=== RECORDS FOR THIS TASK ===

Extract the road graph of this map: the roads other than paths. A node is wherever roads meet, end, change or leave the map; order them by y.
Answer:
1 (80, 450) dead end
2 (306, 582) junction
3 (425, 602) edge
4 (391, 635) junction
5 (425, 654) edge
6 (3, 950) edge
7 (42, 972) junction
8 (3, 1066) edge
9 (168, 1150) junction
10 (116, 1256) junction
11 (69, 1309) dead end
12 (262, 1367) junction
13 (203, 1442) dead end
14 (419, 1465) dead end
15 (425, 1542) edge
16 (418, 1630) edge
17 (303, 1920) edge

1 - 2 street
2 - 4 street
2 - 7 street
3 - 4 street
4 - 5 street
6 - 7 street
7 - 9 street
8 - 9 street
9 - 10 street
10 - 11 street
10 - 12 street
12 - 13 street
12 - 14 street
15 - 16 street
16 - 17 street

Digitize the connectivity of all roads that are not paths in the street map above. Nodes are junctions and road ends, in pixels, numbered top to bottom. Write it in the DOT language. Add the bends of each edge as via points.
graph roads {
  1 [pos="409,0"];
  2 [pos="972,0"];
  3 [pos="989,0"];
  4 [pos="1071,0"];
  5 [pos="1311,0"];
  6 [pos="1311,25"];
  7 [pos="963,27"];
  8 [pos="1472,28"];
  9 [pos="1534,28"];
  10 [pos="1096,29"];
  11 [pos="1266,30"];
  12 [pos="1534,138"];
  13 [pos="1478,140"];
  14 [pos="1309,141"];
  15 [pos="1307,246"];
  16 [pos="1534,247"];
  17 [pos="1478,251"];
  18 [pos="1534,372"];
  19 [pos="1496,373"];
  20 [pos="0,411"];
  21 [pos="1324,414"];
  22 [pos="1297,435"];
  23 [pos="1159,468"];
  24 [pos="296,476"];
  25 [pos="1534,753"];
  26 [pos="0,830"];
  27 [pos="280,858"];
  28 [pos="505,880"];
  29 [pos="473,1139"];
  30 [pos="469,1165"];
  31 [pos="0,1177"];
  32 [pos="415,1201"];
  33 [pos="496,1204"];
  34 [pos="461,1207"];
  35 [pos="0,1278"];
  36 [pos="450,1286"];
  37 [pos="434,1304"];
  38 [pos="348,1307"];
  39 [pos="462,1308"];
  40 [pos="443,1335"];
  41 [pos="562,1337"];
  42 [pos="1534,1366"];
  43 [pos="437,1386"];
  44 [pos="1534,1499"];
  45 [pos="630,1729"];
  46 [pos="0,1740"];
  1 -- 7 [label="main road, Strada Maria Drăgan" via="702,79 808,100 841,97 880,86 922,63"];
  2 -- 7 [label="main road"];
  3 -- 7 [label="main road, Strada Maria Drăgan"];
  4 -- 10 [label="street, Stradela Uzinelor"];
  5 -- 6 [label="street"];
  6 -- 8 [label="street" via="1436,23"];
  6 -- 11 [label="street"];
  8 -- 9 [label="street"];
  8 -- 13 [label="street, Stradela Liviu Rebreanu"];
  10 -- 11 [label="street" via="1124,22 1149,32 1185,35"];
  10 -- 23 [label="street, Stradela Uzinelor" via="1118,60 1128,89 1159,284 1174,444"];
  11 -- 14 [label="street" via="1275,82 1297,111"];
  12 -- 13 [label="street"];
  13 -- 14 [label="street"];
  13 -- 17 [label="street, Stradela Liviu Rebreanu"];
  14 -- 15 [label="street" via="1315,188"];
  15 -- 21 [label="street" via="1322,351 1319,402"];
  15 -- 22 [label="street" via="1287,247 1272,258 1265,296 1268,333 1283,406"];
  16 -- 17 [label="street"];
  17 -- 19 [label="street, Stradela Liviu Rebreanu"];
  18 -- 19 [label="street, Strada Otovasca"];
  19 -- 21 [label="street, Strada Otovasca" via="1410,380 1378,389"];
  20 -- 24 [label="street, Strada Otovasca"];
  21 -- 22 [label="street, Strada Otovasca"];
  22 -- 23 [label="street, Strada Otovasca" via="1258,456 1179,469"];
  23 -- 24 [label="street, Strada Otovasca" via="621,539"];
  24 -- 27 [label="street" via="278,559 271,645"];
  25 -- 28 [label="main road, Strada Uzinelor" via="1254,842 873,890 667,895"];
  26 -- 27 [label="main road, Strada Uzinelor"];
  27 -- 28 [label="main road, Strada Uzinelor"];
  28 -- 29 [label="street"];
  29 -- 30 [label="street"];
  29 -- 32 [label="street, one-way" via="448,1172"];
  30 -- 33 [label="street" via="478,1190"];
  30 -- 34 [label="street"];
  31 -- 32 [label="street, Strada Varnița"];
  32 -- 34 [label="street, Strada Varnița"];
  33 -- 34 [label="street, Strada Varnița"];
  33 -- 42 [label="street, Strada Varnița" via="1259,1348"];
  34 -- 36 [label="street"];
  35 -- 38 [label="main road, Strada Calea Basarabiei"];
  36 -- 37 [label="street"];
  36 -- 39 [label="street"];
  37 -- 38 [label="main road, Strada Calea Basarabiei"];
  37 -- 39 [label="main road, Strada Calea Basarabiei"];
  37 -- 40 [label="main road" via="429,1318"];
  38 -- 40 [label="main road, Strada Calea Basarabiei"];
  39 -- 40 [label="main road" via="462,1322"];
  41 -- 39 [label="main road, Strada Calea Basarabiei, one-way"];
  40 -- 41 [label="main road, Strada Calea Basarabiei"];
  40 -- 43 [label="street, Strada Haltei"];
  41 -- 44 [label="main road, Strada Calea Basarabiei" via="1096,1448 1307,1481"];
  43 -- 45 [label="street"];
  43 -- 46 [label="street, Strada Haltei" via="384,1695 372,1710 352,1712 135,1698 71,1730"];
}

===

• **WHAT THE EXERCISE ASKS**
Transcribe the data in full, keeping every character.

• **RESULT FOR THIS TASK**
Extract the road graph of this map: the roads other than paths. A node is wherever roads meet, end, change or leave the map; order them by y.
Answer:
1 (80, 450) dead end
2 (306, 582) junction
3 (425, 602) edge
4 (391, 635) junction
5 (425, 654) edge
6 (3, 950) edge
7 (42, 972) junction
8 (3, 1066) edge
9 (168, 1150) junction
10 (116, 1256) junction
11 (69, 1309) dead end
12 (262, 1367) junction
13 (203, 1442) dead end
14 (419, 1465) dead end
15 (425, 1542) edge
16 (418, 1630) edge
17 (303, 1920) edge

1 - 2 street
2 - 4 street
2 - 7 street
3 - 4 street
4 - 5 street
6 - 7 street
7 - 9 street
8 - 9 street
9 - 10 street
10 - 11 street
10 - 12 street
12 - 13 street
12 - 14 street
15 - 16 street
16 - 17 street

Digitize the connectivity of all roads that are not paths in the street map above. Nodes are junctions and road ends, in pixels, numbered top to bottom. Write it in the DOT language. Add the bends of each edge as via points.
graph roads {
  1 [pos="409,0"];
  2 [pos="972,0"];
  3 [pos="989,0"];
  4 [pos="1071,0"];
  5 [pos="1311,0"];
  6 [pos="1311,25"];
  7 [pos="963,27"];
  8 [pos="1472,28"];
  9 [pos="1534,28"];
  10 [pos="1096,29"];
  11 [pos="1266,30"];
  12 [pos="1534,138"];
  13 [pos="1478,140"];
  14 [pos="1309,141"];
  15 [pos="1307,246"];
  16 [pos="1534,247"];
  17 [pos="1478,251"];
  18 [pos="1534,372"];
  19 [pos="1496,373"];
  20 [pos="0,411"];
  21 [pos="1324,414"];
  22 [pos="1297,435"];
  23 [pos="1159,468"];
  24 [pos="296,476"];
  25 [pos="1534,753"];
  26 [pos="0,830"];
  27 [pos="280,858"];
  28 [pos="505,880"];
  29 [pos="473,1139"];
  30 [pos="469,1165"];
  31 [pos="0,1177"];
  32 [pos="415,1201"];
  33 [pos="496,1204"];
  34 [pos="461,1207"];
  35 [pos="0,1278"];
  36 [pos="450,1286"];
  37 [pos="434,1304"];
  38 [pos="348,1307"];
  39 [pos="462,1308"];
  40 [pos="443,1335"];
  41 [pos="562,1337"];
  42 [pos="1534,1366"];
  43 [pos="437,1386"];
  44 [pos="1534,1499"];
  45 [pos="630,1729"];
  46 [pos="0,1740"];
  1 -- 7 [label="main road, Strada Maria Drăgan" via="702,79 808,100 841,97 880,86 922,63"];
  2 -- 7 [label="main road"];
  3 -- 7 [label="main road, Strada Maria Drăgan"];
  4 -- 10 [label="street, Stradela Uzinelor"];
  5 -- 6 [label="street"];
  6 -- 8 [label="street" via="1436,23"];
  6 -- 11 [label="street"];
  8 -- 9 [label="street"];
  8 -- 13 [label="street, Stradela Liviu Rebreanu"];
  10 -- 11 [label="street" via="1124,22 1149,32 1185,35"];
  10 -- 23 [label="street, Stradela Uzinelor" via="1118,60 1128,89 1159,284 1174,444"];
  11 -- 14 [label="street" via="1275,82 1297,111"];
  12 -- 13 [label="street"];
  13 -- 14 [label="street"];
  13 -- 17 [label="street, Stradela Liviu Rebreanu"];
  14 -- 15 [label="street" via="1315,188"];
  15 -- 21 [label="street" via="1322,351 1319,402"];
  15 -- 22 [label="street" via="1287,247 1272,258 1265,296 1268,333 1283,406"];
  16 -- 17 [label="street"];
  17 -- 19 [label="street, Stradela Liviu Rebreanu"];
  18 -- 19 [label="street, Strada Otovasca"];
  19 -- 21 [label="street, Strada Otovasca" via="1410,380 1378,389"];
  20 -- 24 [label="street, Strada Otovasca"];
  21 -- 22 [label="street, Strada Otovasca"];
  22 -- 23 [label="street, Strada Otovasca" via="1258,456 1179,469"];
  23 -- 24 [label="street, Strada Otovasca" via="621,539"];
  24 -- 27 [label="street" via="278,559 271,645"];
  25 -- 28 [label="main road, Strada Uzinelor" via="1254,842 873,890 667,895"];
  26 -- 27 [label="main road, Strada Uzinelor"];
  27 -- 28 [label="main road, Strada Uzinelor"];
  28 -- 29 [label="street"];
  29 -- 30 [label="street"];
  29 -- 32 [label="street, one-way" via="448,1172"];
  30 -- 33 [label="street" via="478,1190"];
  30 -- 34 [label="street"];
  31 -- 32 [label="street, Strada Varnița"];
  32 -- 34 [label="street, Strada Varnița"];
  33 -- 34 [label="street, Strada Varnița"];
  33 -- 42 [label="street, Strada Varnița" via="1259,1348"];
  34 -- 36 [label="street"];
  35 -- 38 [label="main road, Strada Calea Basarabiei"];
  36 -- 37 [label="street"];
  36 -- 39 [label="street"];
  37 -- 38 [label="main road, Strada Calea Basarabiei"];
  37 -- 39 [label="main road, Strada Calea Basarabiei"];
  37 -- 40 [label="main road" via="429,1318"];
  38 -- 40 [label="main road, Strada Calea Basarabiei"];
  39 -- 40 [label="main road" via="462,1322"];
  41 -- 39 [label="main road, Strada Calea Basarabiei, one-way"];
  40 -- 41 [label="main road, Strada Calea Basarabiei"];
  40 -- 43 [label="street, Strada Haltei"];
  41 -- 44 [label="main road, Strada Calea Basarabiei" via="1096,1448 1307,1481"];
  43 -- 45 [label="street"];
  43 -- 46 [label="street, Strada Haltei" via="384,1695 372,1710 352,1712 135,1698 71,1730"];
}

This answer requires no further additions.